Desde otra visión, el panorama se presenta igual o más desolador: parece que algunas ciudades están bajo las consecuencias de una guerra, aunque no sean visibles los efectos devastadores, pero se note la ausencia de gente en las calles o de niños y adolescentes en los centros de estudio, en tanto los comercios están cerrados. De acuerdo con quienes viven estas situaciones, las ineficacias de las autoridades se encubren con noticias sobre contagios, muertos y recomendaciones -que suenan a órdenes terminantes- a los pobladores. Después de un tiempo, los aislamientos comienzan a presentar defectos y son cada vez más motivo de desconfianzas populares: aunque no sean todavía mayoritarias van creciendo como si estuviesen leudadas. Hay que decir que la autoridad -en cada caso- intenta frenar las acciones colectivas impidiendo las concentraciones y, con ello, detener cualquier cuestionamiento a sus “sugerencias” y órdenes. Como dice Marcos Roitman, “la guerra neocortical ha comenzado”, aludiendo a aquella porción del cerebro encargada de razonar, tomar decisiones y elaborar pensamiento abstracto. Entonces, agrega: el Estado “requiere mayor grado de violencia, aumento de la desigualdad social, exclusión y sobrexplotación bajo un neoliberalismo militarizado. Contener las revueltas populares, desarticular los movimientos sociales y plantear un nuevo escenario se antoja necesario para evitar el colapso. Los ejemplos sobran.

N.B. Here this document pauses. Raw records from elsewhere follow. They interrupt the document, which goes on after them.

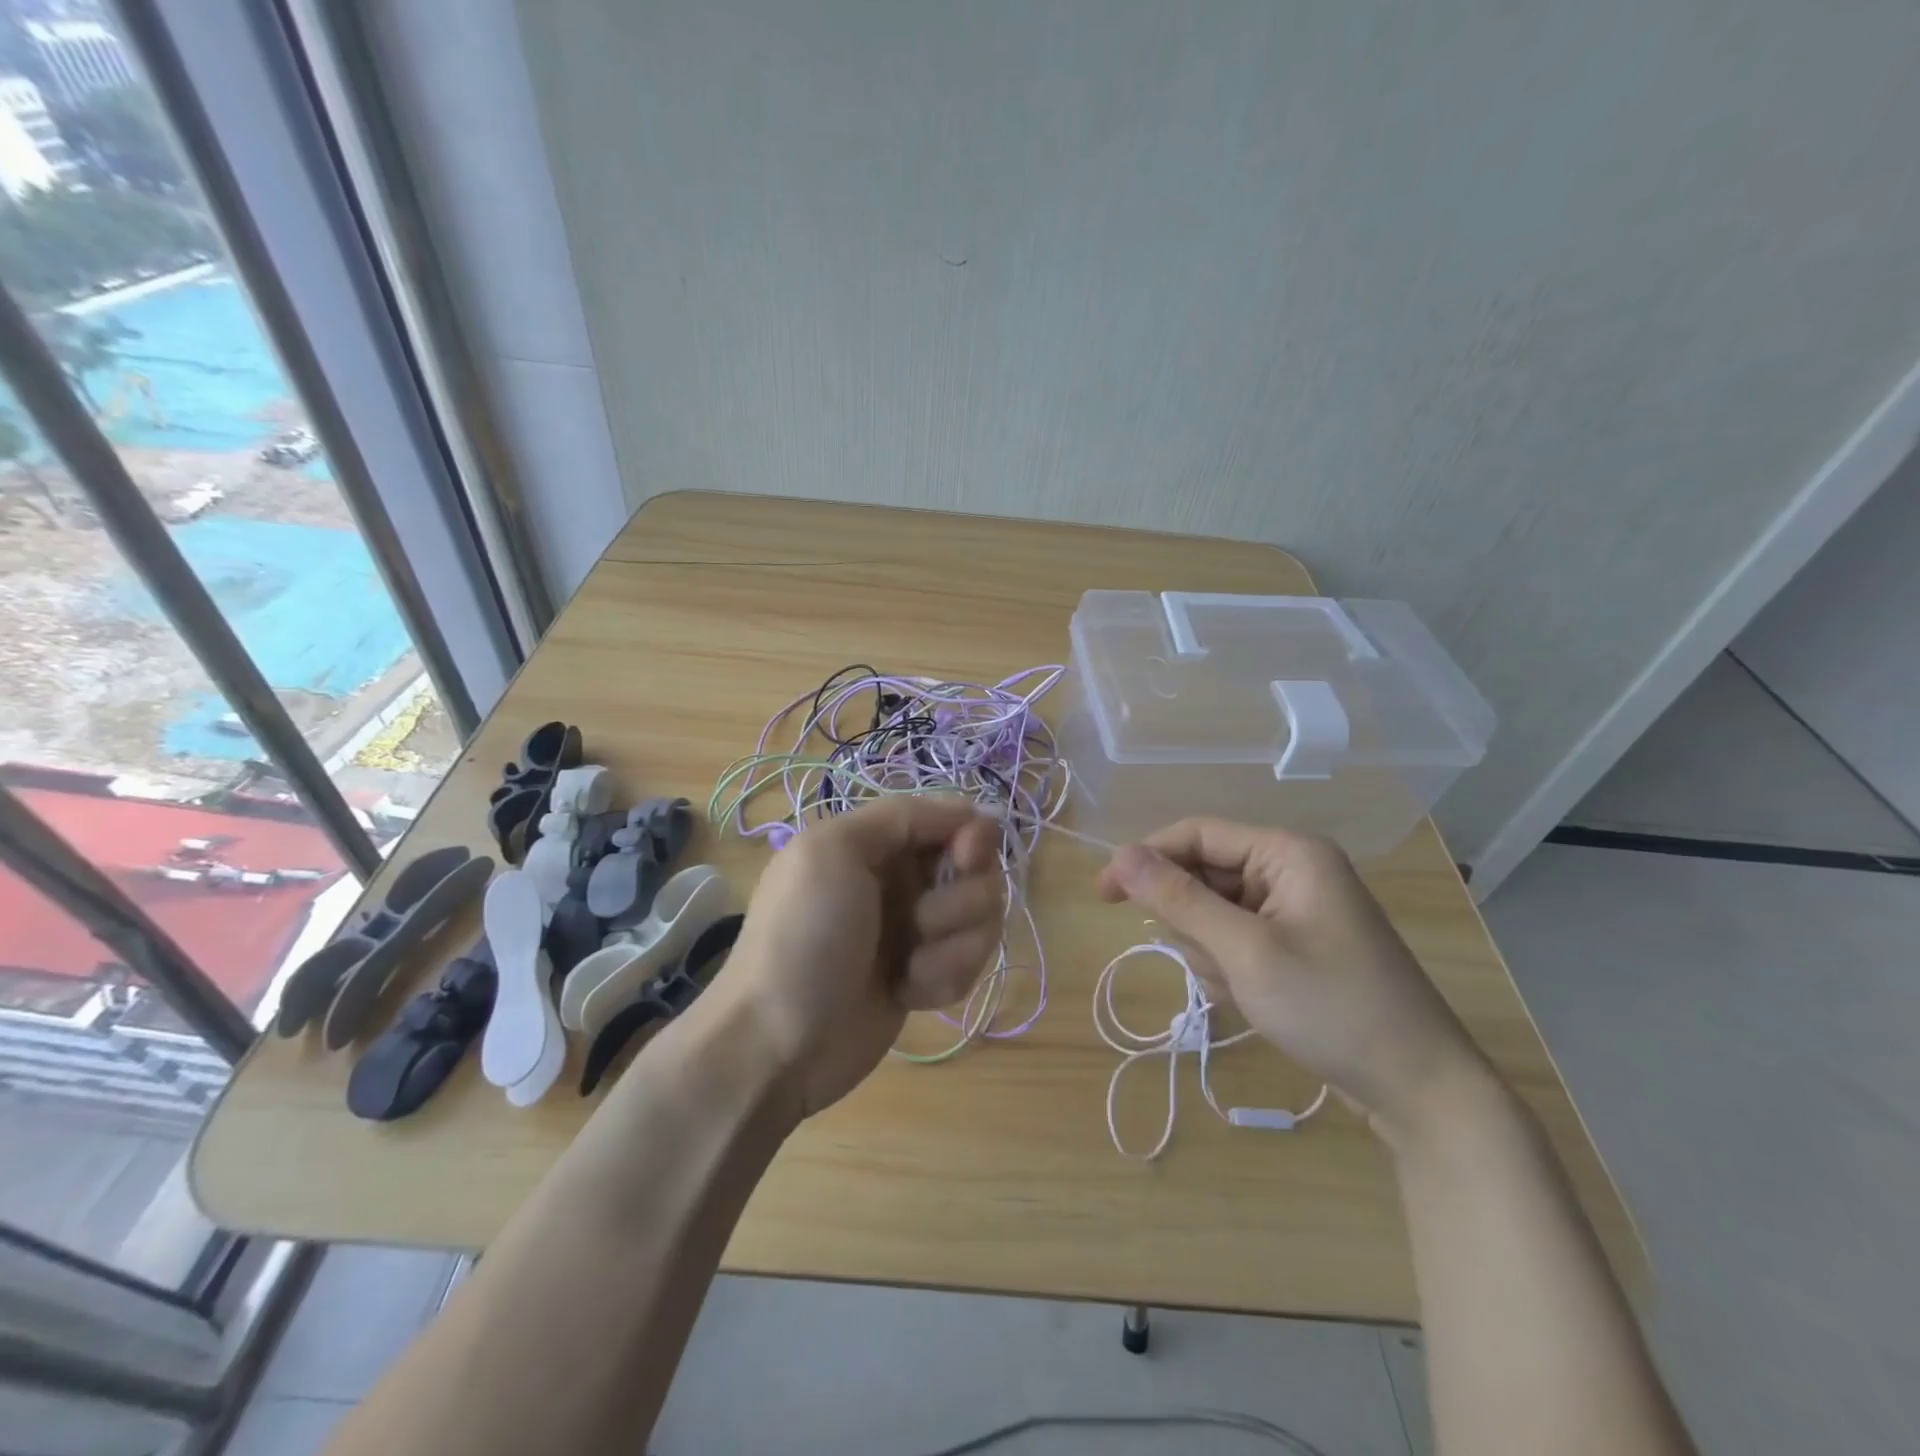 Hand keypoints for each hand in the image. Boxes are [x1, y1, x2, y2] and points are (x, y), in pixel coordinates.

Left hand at [709, 796, 1003, 1118]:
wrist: (777, 1045)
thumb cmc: (802, 938)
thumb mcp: (832, 851)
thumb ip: (900, 816)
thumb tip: (968, 811)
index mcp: (875, 842)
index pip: (950, 819)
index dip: (970, 836)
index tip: (965, 859)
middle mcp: (900, 879)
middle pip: (977, 868)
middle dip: (960, 899)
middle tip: (922, 923)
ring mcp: (915, 930)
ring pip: (981, 917)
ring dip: (954, 946)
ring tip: (910, 969)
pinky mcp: (926, 975)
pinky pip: (969, 961)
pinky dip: (946, 978)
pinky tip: (908, 994)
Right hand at [1096, 817, 1490, 1141]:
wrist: (1419, 1090)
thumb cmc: (1332, 1008)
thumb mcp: (1245, 951)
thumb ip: (1179, 899)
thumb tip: (1120, 854)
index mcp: (1287, 852)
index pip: (1195, 834)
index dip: (1144, 858)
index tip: (1103, 896)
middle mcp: (1291, 869)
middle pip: (1204, 875)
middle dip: (1195, 923)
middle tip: (1215, 967)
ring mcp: (1295, 908)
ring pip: (1214, 912)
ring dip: (1212, 952)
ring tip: (1243, 990)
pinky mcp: (1295, 943)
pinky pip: (1236, 939)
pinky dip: (1230, 968)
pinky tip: (1254, 1000) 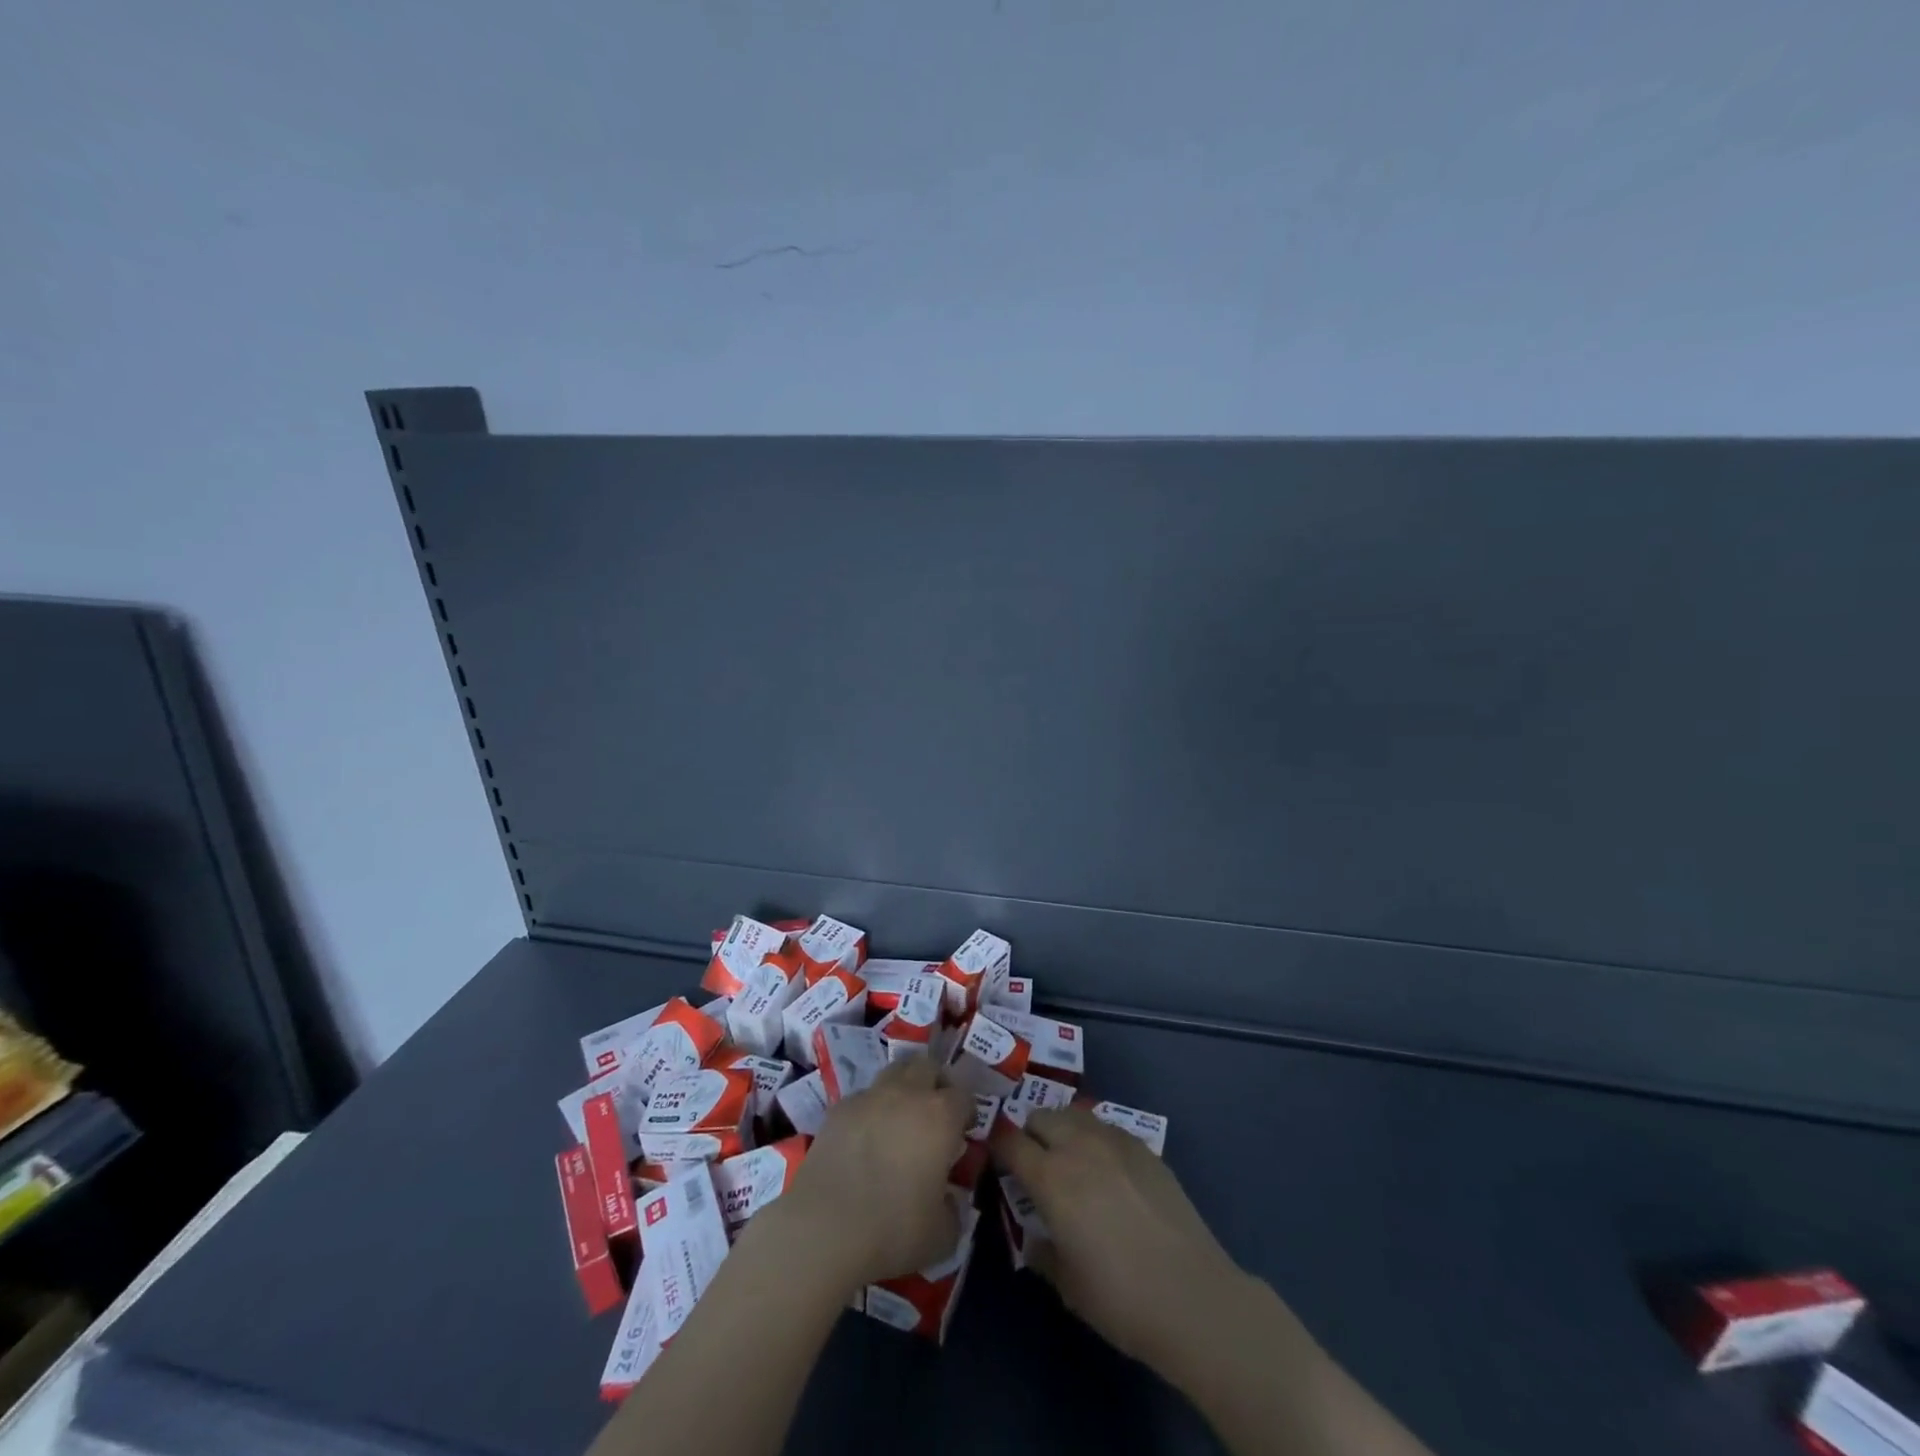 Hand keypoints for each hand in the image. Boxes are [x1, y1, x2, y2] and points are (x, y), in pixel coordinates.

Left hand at [773, 1055, 971, 1290]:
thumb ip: (953, 1210)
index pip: (964, 1096)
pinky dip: (871, 1108)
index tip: (963, 1134)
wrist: (823, 1228)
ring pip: (894, 1072)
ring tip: (900, 1120)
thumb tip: (949, 1199)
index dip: (966, 1112)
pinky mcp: (838, 1109)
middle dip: (936, 1084)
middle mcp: (907, 1094)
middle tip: (935, 1114)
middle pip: (927, 1067)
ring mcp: (869, 1097)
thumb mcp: (941, 1236)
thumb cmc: (893, 1230)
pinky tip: (865, 1138)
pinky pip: (863, 1097)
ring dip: (903, 1087)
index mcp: (940, 1117)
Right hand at [993, 1105, 1247, 1374]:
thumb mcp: (1066, 1283)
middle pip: (1040, 1116)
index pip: (1009, 1142)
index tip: (997, 1161)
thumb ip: (1041, 1248)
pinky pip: (1106, 1128)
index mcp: (1050, 1177)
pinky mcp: (1143, 1146)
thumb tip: (1035, 1233)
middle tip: (1035, 1165)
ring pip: (1074, 1115)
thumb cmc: (1119, 1298)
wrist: (1192, 1296)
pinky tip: (1107, 1171)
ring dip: (1063, 1131)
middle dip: (1030, 1134)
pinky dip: (1095, 1139)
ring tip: (1071, 1162)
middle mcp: (1078, 1146)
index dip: (998, 1147)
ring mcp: (1114, 1141) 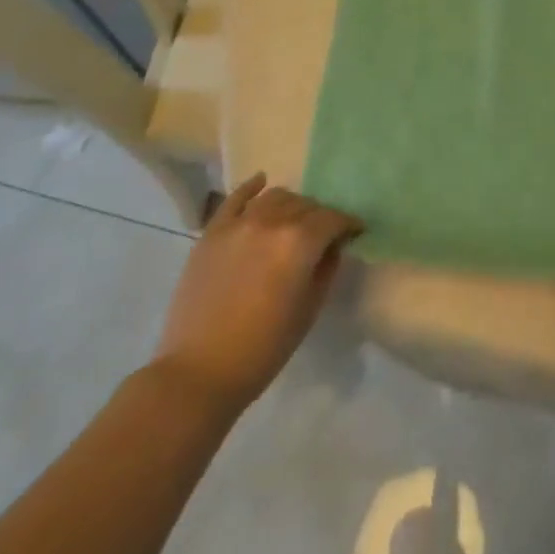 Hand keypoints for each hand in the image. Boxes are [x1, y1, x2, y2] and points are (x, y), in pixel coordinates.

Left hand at [149, 175, 361, 414]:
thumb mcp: (309, 310)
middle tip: (324, 234)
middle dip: (320, 217)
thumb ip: (326, 269)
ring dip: (292, 205)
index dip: (348, 224)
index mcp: (300, 242)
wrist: (199, 371)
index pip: (333, 219)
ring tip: (294, 220)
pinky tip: (261, 182)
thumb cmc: (263, 348)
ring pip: (275, 197)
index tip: (355, 231)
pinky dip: (252, 187)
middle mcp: (272, 222)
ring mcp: (239, 223)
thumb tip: (333, 246)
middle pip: (306, 205)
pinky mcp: (212, 232)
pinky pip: (235, 198) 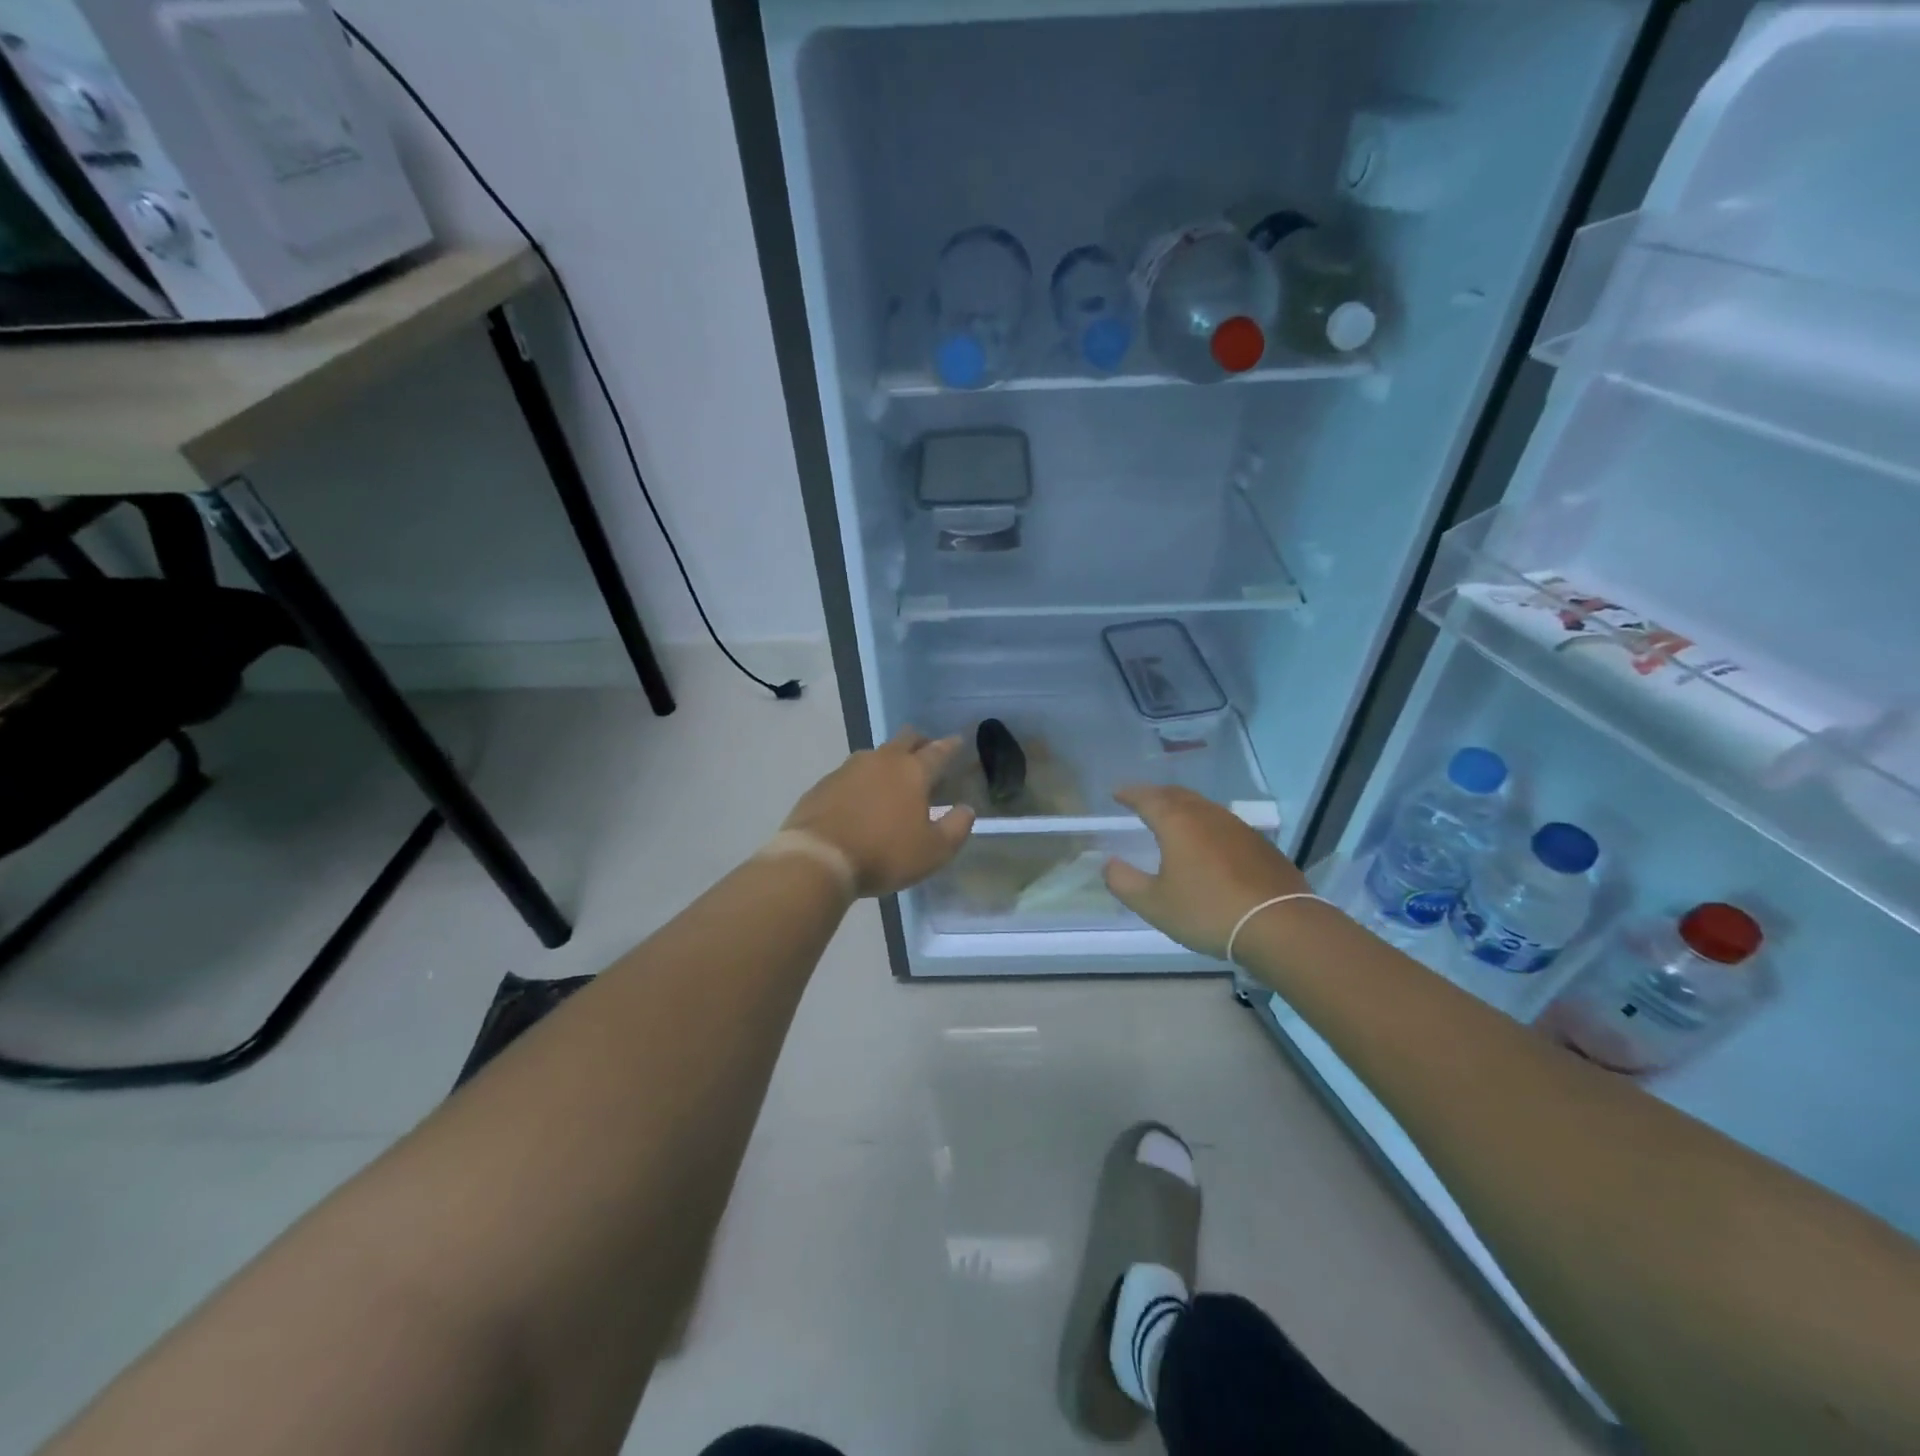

En Chile, Francia o Colombia, por citar tres casos, el coronavirus es una bendición.” Desde Sicilia me llega la óptica de un antiguo parlamentario, Francesco Forgione: “Silencio, la palabra que mejor define hoy a Italia.”
Dejen que escriba algo sobre el sur latinoamericano, de mi mirada hacia el control “biopolítico” -según pienso- que repone a cuerpos golpistas cual si fuesen benefactores de las comunidades, impidiendo marchas populares (que son tenidas como antigubernamentales), ocupaciones de lugares de estudio o donde se reúnen trabajadores de la docencia y estudiantes, mientras se somete al grueso de la población (a la que privan del cine, el teatro, los conciertos, el deporte) infundiéndoles miedos en tanto los “bombardean” con mensajes oficiales que impulsan los acaparamientos y los desabastos que agradecen laboratorios, farmacias y vendedores de productos alimenticios y para la limpieza de los hogares. Eso sirve bien en el sur contra la protesta en las calles de las ciudades chilenas o bolivianas; acerca del progreso en el contrabando maderero de la Amazonia y el avance represivo-militarista de Brasil o la aplicación del tarifazo junto con una ley de urgencia en Uruguay.